A. B. C’est tout à fait juste en effet. La prise de la Bastille étant la première des journées révolutionnaires, elle frappa d’étonnement les contemporains, et jusque dans certains pays étrangers. Ses conséquences furent importantes, mais sans commune mesure avec celles des journées d’octobre 1789 (qui obligèrent le roi à s’installer dans la capitale et le contraignirent à reconnaître l’abolition des privilèges et la Déclaration des droits de l’homme) et celle du 10 août 1792, qui entraîna la fin de la monarchie (qui devait cependant être rétablie en 1814). Cette dernière journée fut également la mieux préparée et, malheureusement, la plus meurtrière, avec des combats et des massacres qui firent environ un millier de morts.

LVSL – Le bilan humain du 10 août 1792 est en effet particulièrement élevé avec des centaines de morts des deux côtés. Cette violence se retrouve-t-elle aussi à ce niveau dans les autres journées ? Choque-t-elle le peuple de Paris ?

A. B. Toutes les journées n’ont pas occasionné de victimes. La prise de la Bastille fit une centaine de morts, tandis que les journées d’octobre 1789 et l’insurrection du 20 mai 1795 entraînèrent le massacre de quelques individus. En revanche, les quatre autres journées ne firent aucune victime. Certaines d’entre elles peuvent d’ailleurs être assimilées à de grosses manifestations plutôt qu’à de véritables insurrections, comme la journée du 5 septembre 1793 qui vit des centaines de manifestants envahir sans violence la salle des séances de la Convention.

LVSL – Le journaliste Antoine Rivarol écrit à propos de ces journées : « La défection de l’armée n’est point une des causes de la Révolution, elle est la Révolution elle-même. » Certaines journées ont-elles réussi grâce à une faible volonté de défendre les institutions gouvernementales ?

A. B. On peut même dire qu’elles ont presque toutes réussi grâce à cela… Outre que Louis XVI ne se décida jamais à ordonner de faire tirer sur la foule, les troupes se sont toujours révélées insuffisamment nombreuses, mal commandées et peu motivées. Beaucoup d’officiers n’avaient aucune expérience des insurrections populaires en milieu urbain et ne savaient comment réagir face aux émeutiers.
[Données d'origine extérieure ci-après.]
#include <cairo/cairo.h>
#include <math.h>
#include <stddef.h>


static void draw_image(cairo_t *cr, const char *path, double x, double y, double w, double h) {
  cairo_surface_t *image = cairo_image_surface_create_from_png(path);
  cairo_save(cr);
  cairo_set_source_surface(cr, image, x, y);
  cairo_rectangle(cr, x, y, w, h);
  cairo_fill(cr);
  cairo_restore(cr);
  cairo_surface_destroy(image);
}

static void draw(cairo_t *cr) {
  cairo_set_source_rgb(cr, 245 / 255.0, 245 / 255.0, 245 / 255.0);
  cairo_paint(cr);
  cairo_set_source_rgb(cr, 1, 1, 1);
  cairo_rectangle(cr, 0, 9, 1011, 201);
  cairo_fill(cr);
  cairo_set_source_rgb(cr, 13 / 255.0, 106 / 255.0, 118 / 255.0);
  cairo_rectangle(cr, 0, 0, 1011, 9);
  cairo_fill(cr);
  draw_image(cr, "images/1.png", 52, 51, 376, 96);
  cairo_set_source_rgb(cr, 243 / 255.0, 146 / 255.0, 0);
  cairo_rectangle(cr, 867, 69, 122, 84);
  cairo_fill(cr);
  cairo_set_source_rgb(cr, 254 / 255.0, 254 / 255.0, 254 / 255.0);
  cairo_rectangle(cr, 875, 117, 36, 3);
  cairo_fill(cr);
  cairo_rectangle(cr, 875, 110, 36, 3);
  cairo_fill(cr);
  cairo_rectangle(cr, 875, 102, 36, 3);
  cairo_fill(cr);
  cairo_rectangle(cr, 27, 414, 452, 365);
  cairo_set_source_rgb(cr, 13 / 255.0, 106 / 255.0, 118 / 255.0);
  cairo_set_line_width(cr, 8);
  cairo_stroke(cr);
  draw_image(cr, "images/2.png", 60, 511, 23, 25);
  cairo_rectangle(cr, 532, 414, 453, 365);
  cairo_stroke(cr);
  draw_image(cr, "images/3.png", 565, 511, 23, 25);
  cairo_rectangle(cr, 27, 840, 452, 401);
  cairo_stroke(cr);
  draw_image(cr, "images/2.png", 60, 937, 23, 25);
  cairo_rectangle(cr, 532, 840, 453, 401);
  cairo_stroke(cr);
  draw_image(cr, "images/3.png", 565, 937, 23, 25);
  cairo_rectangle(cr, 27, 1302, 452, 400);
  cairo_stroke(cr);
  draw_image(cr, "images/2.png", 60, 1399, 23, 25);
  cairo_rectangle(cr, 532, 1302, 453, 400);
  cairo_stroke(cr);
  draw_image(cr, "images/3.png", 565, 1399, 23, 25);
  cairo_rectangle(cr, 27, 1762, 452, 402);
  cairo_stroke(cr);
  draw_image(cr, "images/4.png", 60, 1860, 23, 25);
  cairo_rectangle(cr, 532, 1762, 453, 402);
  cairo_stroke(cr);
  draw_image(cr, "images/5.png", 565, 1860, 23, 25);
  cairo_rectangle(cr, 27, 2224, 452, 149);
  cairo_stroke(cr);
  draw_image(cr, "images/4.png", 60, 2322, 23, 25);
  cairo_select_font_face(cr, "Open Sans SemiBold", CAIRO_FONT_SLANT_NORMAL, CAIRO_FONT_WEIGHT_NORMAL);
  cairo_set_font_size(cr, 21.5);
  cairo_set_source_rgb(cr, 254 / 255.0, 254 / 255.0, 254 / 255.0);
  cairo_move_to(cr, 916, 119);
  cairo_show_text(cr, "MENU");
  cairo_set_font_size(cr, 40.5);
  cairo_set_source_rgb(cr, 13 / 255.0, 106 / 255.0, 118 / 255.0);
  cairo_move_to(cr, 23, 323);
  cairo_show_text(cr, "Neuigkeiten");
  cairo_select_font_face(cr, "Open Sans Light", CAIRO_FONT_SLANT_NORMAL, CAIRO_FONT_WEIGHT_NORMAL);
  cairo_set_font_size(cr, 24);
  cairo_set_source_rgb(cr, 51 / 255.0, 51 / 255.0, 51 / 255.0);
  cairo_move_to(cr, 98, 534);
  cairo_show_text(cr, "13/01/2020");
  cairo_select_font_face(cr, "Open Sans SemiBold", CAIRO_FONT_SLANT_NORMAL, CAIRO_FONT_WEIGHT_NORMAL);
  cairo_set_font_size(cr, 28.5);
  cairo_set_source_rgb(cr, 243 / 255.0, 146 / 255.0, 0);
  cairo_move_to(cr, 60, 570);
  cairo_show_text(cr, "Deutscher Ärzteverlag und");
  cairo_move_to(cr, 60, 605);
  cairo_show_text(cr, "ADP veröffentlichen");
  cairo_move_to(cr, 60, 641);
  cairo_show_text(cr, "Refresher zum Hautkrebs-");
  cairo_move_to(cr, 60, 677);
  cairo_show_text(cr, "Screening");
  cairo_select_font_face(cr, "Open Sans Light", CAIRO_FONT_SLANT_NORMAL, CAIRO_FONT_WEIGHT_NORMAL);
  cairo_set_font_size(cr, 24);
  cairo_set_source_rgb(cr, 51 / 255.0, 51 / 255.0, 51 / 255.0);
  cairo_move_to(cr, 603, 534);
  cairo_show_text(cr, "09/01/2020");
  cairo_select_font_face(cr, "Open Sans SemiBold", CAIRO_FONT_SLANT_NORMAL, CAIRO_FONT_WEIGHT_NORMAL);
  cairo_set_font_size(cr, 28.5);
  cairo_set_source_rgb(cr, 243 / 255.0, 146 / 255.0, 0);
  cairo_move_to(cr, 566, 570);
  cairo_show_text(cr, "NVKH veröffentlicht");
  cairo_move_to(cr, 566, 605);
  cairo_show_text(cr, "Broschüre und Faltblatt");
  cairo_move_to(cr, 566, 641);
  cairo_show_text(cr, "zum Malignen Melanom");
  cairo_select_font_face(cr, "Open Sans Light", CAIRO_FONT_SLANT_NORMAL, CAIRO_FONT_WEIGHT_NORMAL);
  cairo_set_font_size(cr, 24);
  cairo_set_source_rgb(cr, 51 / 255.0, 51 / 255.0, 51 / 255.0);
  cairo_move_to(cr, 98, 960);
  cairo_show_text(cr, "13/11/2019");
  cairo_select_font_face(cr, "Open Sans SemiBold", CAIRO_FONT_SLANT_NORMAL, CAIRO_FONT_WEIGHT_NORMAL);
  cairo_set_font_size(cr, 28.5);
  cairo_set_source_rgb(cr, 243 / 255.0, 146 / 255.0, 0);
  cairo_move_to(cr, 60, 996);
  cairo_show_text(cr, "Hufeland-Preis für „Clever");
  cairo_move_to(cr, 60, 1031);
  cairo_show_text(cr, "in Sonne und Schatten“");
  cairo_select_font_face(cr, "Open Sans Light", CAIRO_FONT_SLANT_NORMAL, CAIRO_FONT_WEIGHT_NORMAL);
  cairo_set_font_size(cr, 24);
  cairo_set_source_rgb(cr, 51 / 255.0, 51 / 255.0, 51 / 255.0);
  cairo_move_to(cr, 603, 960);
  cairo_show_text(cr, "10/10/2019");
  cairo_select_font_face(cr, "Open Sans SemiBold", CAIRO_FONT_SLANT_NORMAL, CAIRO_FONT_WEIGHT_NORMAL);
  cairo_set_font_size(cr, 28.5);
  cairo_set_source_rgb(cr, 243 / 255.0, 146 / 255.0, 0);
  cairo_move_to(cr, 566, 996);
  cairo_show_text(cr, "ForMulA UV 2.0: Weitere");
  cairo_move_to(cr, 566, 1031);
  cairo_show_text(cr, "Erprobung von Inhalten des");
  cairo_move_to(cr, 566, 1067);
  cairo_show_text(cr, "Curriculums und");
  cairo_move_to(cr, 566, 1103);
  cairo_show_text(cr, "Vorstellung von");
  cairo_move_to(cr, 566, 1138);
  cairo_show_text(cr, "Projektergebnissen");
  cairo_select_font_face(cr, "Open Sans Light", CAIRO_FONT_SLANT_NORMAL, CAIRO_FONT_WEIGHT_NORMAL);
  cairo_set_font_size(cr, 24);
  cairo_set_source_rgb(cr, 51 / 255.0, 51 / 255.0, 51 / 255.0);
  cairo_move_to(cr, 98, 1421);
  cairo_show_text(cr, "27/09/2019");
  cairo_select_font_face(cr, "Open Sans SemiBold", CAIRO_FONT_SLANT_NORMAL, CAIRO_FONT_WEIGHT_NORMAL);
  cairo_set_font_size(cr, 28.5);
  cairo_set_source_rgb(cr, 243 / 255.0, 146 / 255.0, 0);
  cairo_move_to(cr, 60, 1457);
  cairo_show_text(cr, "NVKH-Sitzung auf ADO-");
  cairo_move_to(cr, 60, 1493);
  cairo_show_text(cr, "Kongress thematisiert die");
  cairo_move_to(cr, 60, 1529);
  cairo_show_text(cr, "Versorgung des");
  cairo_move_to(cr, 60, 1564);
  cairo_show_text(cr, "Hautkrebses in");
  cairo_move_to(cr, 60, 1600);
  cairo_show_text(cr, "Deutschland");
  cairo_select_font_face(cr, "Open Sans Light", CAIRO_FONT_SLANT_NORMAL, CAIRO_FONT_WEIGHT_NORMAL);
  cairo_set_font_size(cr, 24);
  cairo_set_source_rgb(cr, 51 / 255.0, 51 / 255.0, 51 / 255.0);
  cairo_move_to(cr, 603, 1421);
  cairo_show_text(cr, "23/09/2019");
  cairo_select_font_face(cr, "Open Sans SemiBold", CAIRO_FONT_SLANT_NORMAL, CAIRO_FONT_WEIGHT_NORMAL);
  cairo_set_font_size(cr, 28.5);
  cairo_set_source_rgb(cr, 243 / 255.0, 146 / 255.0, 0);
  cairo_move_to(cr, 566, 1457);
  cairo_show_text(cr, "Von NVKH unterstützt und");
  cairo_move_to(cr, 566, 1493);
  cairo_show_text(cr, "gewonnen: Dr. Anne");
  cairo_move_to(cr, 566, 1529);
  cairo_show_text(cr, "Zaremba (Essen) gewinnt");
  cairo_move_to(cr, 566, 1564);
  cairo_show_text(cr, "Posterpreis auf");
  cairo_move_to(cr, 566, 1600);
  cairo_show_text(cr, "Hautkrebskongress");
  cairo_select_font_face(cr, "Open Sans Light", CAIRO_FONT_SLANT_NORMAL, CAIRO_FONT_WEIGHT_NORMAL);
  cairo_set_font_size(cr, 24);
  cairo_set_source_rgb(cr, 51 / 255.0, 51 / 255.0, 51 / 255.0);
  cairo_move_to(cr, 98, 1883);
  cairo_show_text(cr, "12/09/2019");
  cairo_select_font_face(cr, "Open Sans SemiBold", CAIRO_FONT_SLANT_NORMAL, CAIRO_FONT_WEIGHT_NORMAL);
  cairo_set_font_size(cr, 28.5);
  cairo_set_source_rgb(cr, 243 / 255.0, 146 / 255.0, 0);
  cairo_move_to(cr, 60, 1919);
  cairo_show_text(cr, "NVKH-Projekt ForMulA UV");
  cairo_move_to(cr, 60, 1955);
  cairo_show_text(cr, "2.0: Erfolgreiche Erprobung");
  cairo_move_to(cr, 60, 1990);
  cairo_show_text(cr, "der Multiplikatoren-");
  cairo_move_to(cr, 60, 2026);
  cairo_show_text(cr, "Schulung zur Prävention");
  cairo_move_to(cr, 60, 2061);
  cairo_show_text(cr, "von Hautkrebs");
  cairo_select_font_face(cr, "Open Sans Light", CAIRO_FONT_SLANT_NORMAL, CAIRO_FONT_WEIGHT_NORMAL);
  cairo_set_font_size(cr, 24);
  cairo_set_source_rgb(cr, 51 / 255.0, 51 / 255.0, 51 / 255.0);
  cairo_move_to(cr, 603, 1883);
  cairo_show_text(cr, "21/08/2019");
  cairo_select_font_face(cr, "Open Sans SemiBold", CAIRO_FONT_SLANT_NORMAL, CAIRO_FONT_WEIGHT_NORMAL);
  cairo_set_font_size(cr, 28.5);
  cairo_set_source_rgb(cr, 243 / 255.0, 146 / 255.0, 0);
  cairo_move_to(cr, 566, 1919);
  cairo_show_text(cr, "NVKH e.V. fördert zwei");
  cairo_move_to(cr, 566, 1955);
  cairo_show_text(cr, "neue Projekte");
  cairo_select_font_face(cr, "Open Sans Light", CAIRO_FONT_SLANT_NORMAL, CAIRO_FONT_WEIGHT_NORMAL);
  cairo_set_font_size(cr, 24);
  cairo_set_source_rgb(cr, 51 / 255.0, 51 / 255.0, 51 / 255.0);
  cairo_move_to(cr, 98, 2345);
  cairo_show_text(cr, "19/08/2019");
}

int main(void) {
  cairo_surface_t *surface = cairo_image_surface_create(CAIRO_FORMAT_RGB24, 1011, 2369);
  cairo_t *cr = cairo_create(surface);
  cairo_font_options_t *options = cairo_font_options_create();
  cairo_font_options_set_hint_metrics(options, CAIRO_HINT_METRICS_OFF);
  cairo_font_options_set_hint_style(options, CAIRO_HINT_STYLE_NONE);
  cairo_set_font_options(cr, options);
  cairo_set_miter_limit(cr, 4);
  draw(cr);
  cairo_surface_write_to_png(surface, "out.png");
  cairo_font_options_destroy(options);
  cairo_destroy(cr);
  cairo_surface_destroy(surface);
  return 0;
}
Beaucoup de gardes nationaux ou de gendarmes partageaient les revendications des insurgés et refusaient de tirer, comme on le vit notamment lors de la prise des Tuileries.

LVSL – À l’été 1793, avec le soutien passif ou actif des députés montagnards, les sections parisiennes renversent les principaux députés girondins qui sont vus par les sans-culottes comme trop passifs face à l’ennemi intérieur et extérieur. Dans les mois qui suivent, les jacobins parviennent-ils à contenir le pouvoir populaire et à éviter de nouvelles journées révolutionnaires ?

A. B. En révolution, les radicaux sont souvent dépassés par des individus encore plus radicaux qu’eux… Les Montagnards durent ainsi subir la journée du 5 septembre 1793 et accorder aux sans-culottes certaines mesures politiques qu’ils ne souhaitaient pas forcément eux-mêmes. Jusqu’à la chute de Robespierre, ils réussirent cependant à échapper à une nouvelle journée. Lorsque les hébertistes tentèrent d’organiser une insurrection en mars 1794, ils furent aussitôt arrêtés, jugés et exécutés. La Convention thermidorienne, c’est-à-dire modérée, ne put cependant éviter deux nouvelles journées en avril et mai 1795, dont l’une se solda par le massacre d’un député.

LVSL – Après l’échec des  journées révolutionnaires d’avril et mai 1795, le député René Levasseur déclare que le mouvement populaire parisien « a donné sa démission ». Comment le pouvoir met-il fin définitivement au pouvoir de la rue ?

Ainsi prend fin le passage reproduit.